Fertiliser: The cost of nitrogen fertiliser is soaring. Those who purchased at the end of 2020 or in early January will have secured prices around 40% cheaper than current quotes. Those that spread urea in January and early February seem to have got a good response.

However, most farmers didn’t get a chance to spread at that stage. The forecast for the weekend and into next week is good, so there should be an opportunity to get nitrogen spread.

Teagasc trial work has consistently shown a good response to early nitrogen.

Spreading 24 units/acre of urea in early January yielded an extra 300kgDM/ha of grass by mid-March compared to not spreading. There is a higher response to March application. Spreading 40 units/acre in mid-March generated an extra 650kgDM/ha of grass by 20 April.

Soil temperatures are currently very high at between 6°C and 9°C and grass growth is good in general. On farms that have no N spread yet, I would be inclined to go with 30 units/acre as soon as conditions allow. On farms that have nitrogen spread, they can hold off for another few weeks and then go with something similar in mid-March. Remember, ground that has received slurry can be skipped with the bag nitrogen. If conditions allow, spread slurry on fields that have been grazed.

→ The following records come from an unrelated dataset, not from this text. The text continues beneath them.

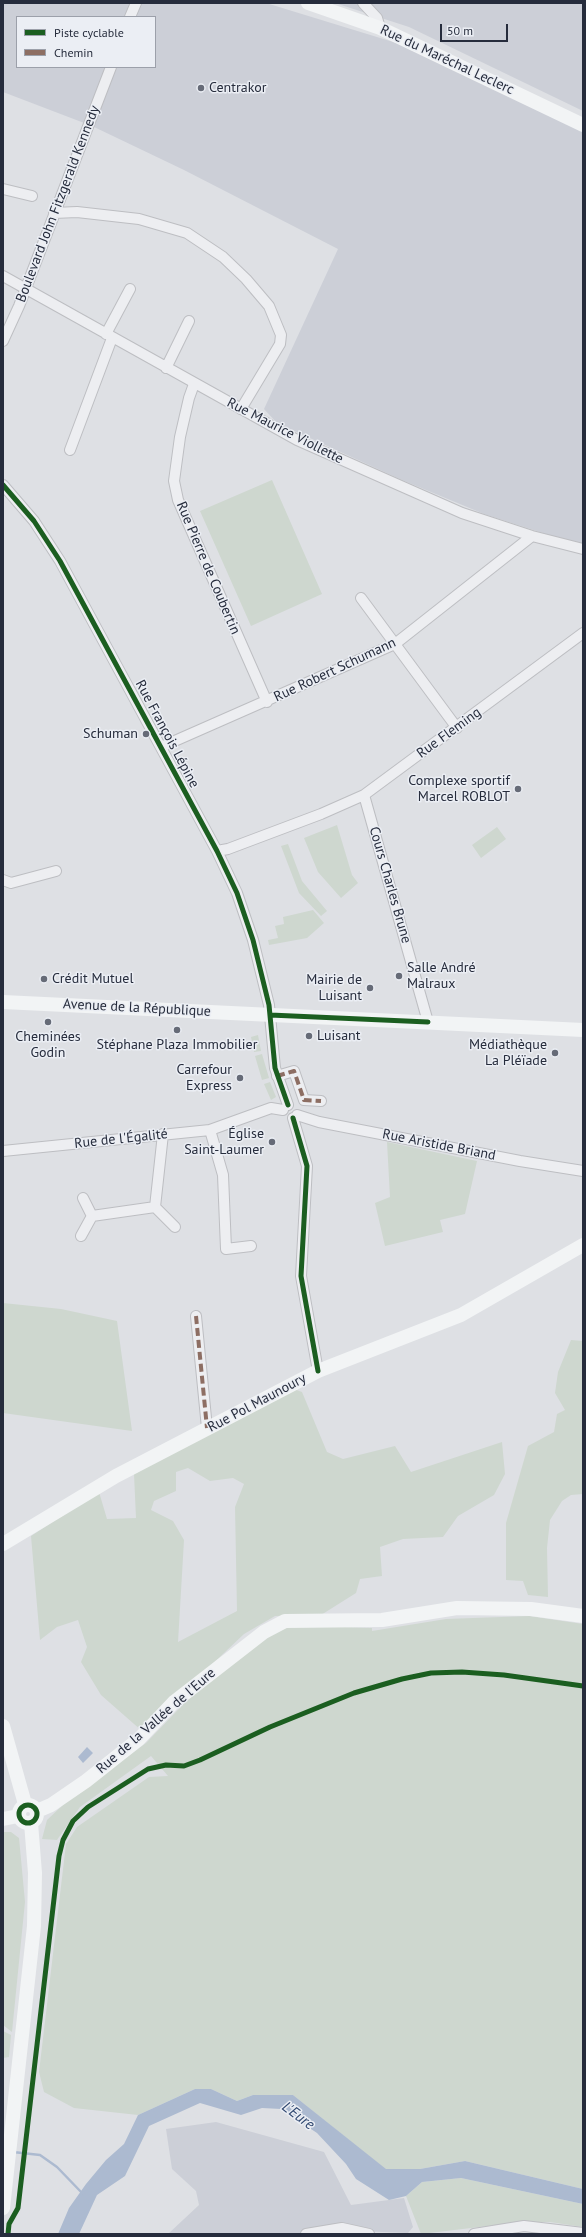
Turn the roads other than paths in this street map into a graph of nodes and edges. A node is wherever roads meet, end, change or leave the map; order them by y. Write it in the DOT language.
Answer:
graph roads {
  1 [pos="136,3"];
  2 [pos="308,3"];
  3 [pos="364,3"];
  4 [pos="130,16"];
  5 [pos="380,28"];
  6 [pos="111,68"];
  7 [pos="583,125"];
  8 [pos="3,189"];
  9 [pos="32,196"];
  10 [pos="54,213"];
  11 [pos="3,276"];
  12 [pos="24,289"];
  13 [pos="130,289"];
  14 [pos="190,321"];
  15 [pos="109,336"];
  16 [pos="3,341"];
  17 [pos="166,368"];
  18 [pos="194,384"];
  19 [pos="241,410"];
  20 [pos="70,450"];
  21 [pos="3,484"];
  22 [pos="532,536"];
  23 [pos="583,549"];
  24 [pos="360,598"];
  25 [pos="583,633"];
  26 [pos="395,644"];
  27 [pos="267,702"];
  28 [pos="457,728"];
  29 [pos="160,747"];
  30 [pos="364,795"];
  31 [pos="217,851"];
  32 [pos="56,871"];
  33 [pos="3,880"];
  34 [pos="3,1002"];
  35 [pos="270,1014"];
  36 [pos="428,1022"];
  37 [pos="583,1030"];
  38 [pos="277,1076"];
  39 [pos="321,1101"];
  40 [pos="285,1107"];
  41 [pos="295,1116"];
  42 [pos="210,1130"];
  43 [pos="163,1134"];
  44 [pos="3,1151"];
  45 [pos="583,1170"];
  46 [pos="83,1198"];
  47 [pos="155,1208"];
  48 [pos="92,1216"];
  49 [pos="174,1227"];
  50 [pos="81,1236"];
  51 [pos="583,1245"];
  52 [pos="251,1246"];
  53 [pos="196,1316"];
  54 [pos="318,1371"];
  55 [pos="207,1428"];
  56 [pos="3,1544"];
  57 [pos="583,1616"];
  58 [pos="3,1726"];
  59 [pos="28,1814"];
  60 [pos="3,1819"];
  61 [pos="3,2208"];
  62 [pos="583,2233"];
  63 [pos="306,2234"];
  64 [pos="369,2234"];
  65 [pos="474,2234"];
  1 -- 4 [label="street"];
  2 -- 5 [label="street, Rue du Maréchal Leclerc"];
  3 -- 5 [label="street"];
  5 -- 7 [label="street, Rue du Maréchal Leclerc"];
  6 -- 10 [label="street, Boulevard John Fitzgerald Kennedy"];
  8 -- 9 [label="street"];
  10 -- 12 [label="street, Boulevard John Fitzgerald Kennedy"];
  10 -- 19 [label="street"];
  11 -- 12 [label="street, Rue Maurice Viollette"];
  12 -- 15 [label="street, Rue Maurice Viollette"];
  12 -- 16 [label="street, Boulevard John Fitzgerald Kennedy"];
  13 -- 15 [label="street"];
  14 -- 17 [label="street"];
  15 -- 17 [label="street, Rue Maurice Viollette"];
  15 -- 20 [label="street"];
  17 -- 18 [label="street, Rue Maurice Viollette"];
  18 -- 19 [label="street, Rue Maurice Viollette"];
  18 -- 27 [label="street, Rue Pierre de Coubertin"];
  19 -- 22 [label="street, Rue Maurice Viollette"];
  21 -- 29 [label="street, Rue François Lépine"];
  22 -- 23 [label="street, Rue Maurice Viollette"];
  22 -- 26 [label="street, Rue Robert Schumann"];
  24 -- 26 [label="street"];
  25 -- 28 [label="street, Rue Fleming"];
  26 -- 27 [label="street, Rue Robert Schumann"];
  26 -- 28 [label="street"];
  27 -- 29 [label="street, Rue Robert Schumann"];
  28 -- 30 [label="street, Rue Fleming"];
  29 -- 31 [label="street, Rue François Lépine"];
  30 -- 31 [label="street, Rue Fleming"];
  30 -- 36 [label="street, Cours Charles Brune"];
  31 -- 35 [label="street, Rue François Lépine"];
  32 -- 33 [label="street"];
  34 -- 35 [label="street, Avenue de la République"];
  35 -- 36 [label="street, Avenue de la République"];
  35 -- 38 [label="street, Rue François Lépine"];
  36 -- 37 [label="street, Avenue de la République"];
  38 -- 39 [label="street"];
  38 -- 40 [label="street, Rue François Lépine"];
  40 -- 41 [label="street"];
  40 -- 42 [label="street, Rue de l'Égalité"];
  41 -- 45 [label="street, Rue Aristide Briand"];
  41 -- 54 [label="street"];
  42 -- 43 [label="street, Rue de l'Égalité"];
  42 -- 52 [label="street"];
  43 -- 44 [label="street, Rue de l'Égalité"];
  43 -- 47 [label="street"];
  46 -- 48 [label="street"];
  47 -- 48 [label="street"];
  47 -- 49 [label="street"];
  48 -- 50 [label="street"];
  51 -- 54 [label="street, Rue Pol Maunoury"];
  53 -- 55 [label="street"];
  54 -- 55 [label="street, Rue Pol Maunoury"];
  55 -- 56 [label="street, Rue Pol Maunoury"];
  57 -- 59 [label="street, Rue de la Vallée de l'Eure"];
  58 -- 59 [label="street"];
  59 -- 60 [label="street, Rue de la Vallée de l'Eure"];
  59 -- 61 [label="street"];
  62 -- 65 [label="street"];
  63 -- 64 [label="street"];
}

Calf sales: The next few weeks will be the peak time for calf sales. The minimum age for a calf to be sold is 10 days of age. Calves must be at least 10 days of age before they can be moved off farm and they must have a dry naval. Calves for export must be at least two weeks of age and be less than six weeks of age. If taking Holstein Friesian-type calves to the mart, make sure they are within a day or so of 14 days old to make them eligible for export. This will make those calves more attractive for exporters.

Grazing: Hopefully, the much sought-after dry and settled weather will bring a return to grazing for all dairy farmers. Most farmers are well behind target in terms of area grazed but it is not a cause to be overly concerned just yet. For the moment, the key thing is to get as much area grazed as quickly as possible. On page 36 and 37, Gary Shaw from Mayo says he plans to get 50% grazed by 20 March and then drag out the next 50% to 10 April or so.

Getting area grazed as quickly as possible will mean that area has time to regrow before the start of the second rotation. You want to avoid a situation whereby there is too much grass ahead of the cows in late March and not enough grass coming on behind. To achieve this, farmers who have little or none of the farm grazed to date will have to go at it hammer and tongs over the next few weeks. Presuming ground conditions can cope, cows should be out day and night and silage removed from the diet. Meal feeding should be minimised (it’s very expensive now) and low covers should be grazed first. This is really high-quality feed – high in protein and high in energy. It’s better than anything you can get in a nut.